Changes in the osmolarity of the environment pose a great threat to bacteria, which need to adequately and timely respond to this stress. In Firmicutes, the bacterial nucleotide second messenger cyclic di-AMP takes up a pivotal role in this response by up- and down regulating expression of potassium and osmolyte transporters or adjusting their activity. Among these is the glycine-betaine transporter BusA. Its transcription is under control of the c-di-AMP responsive transcriptional repressor BusR. The molecular details of this pathway have so far been elusive.

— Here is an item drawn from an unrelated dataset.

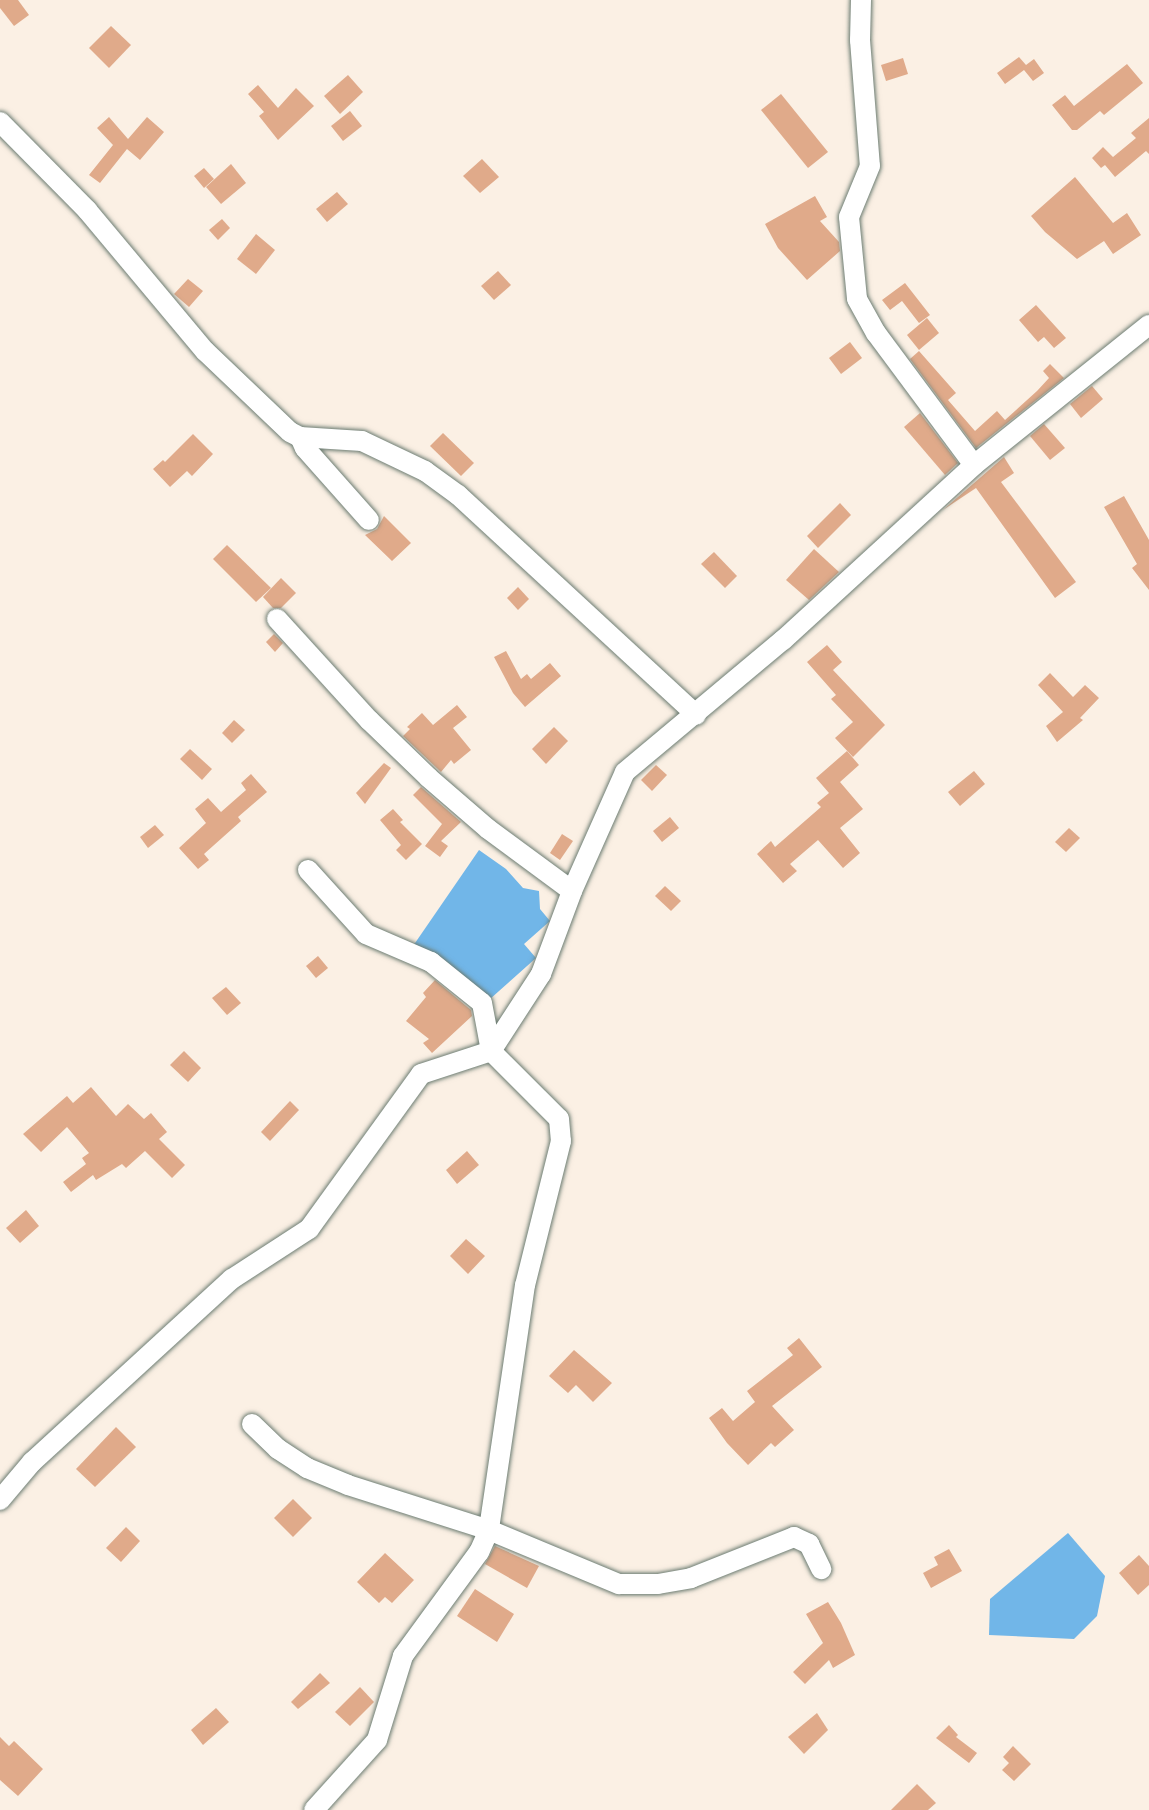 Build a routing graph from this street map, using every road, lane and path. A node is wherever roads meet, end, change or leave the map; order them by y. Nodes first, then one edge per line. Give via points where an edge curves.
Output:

Now, using a hybrid method approach of X-ray crystallography and cryo-electron microscopy, Gregor Witte and his team obtained structures of Streptococcus agalactiae BusR in various states. These structures unravel how c-di-AMP allosterically dissolves an autoinhibited state and allows BusR to bind to its target DNA. Thereby, the intriguing molecular architecture of BusR acts as molecular ruler to guide proper binding site recognition. The new findings are published in Nucleic Acids Research (Bandera et al., 2021).
BusR senses bipartite DNA binding motifs by a unique molecular ruler architecture.
Bandera AM, Bartho J, Lammens K, Drexler DJ, Kleinschwärzer J, Hopfner KP, Witte G.
Nucleic Acids Res. 2021 Aug 25:gkab736.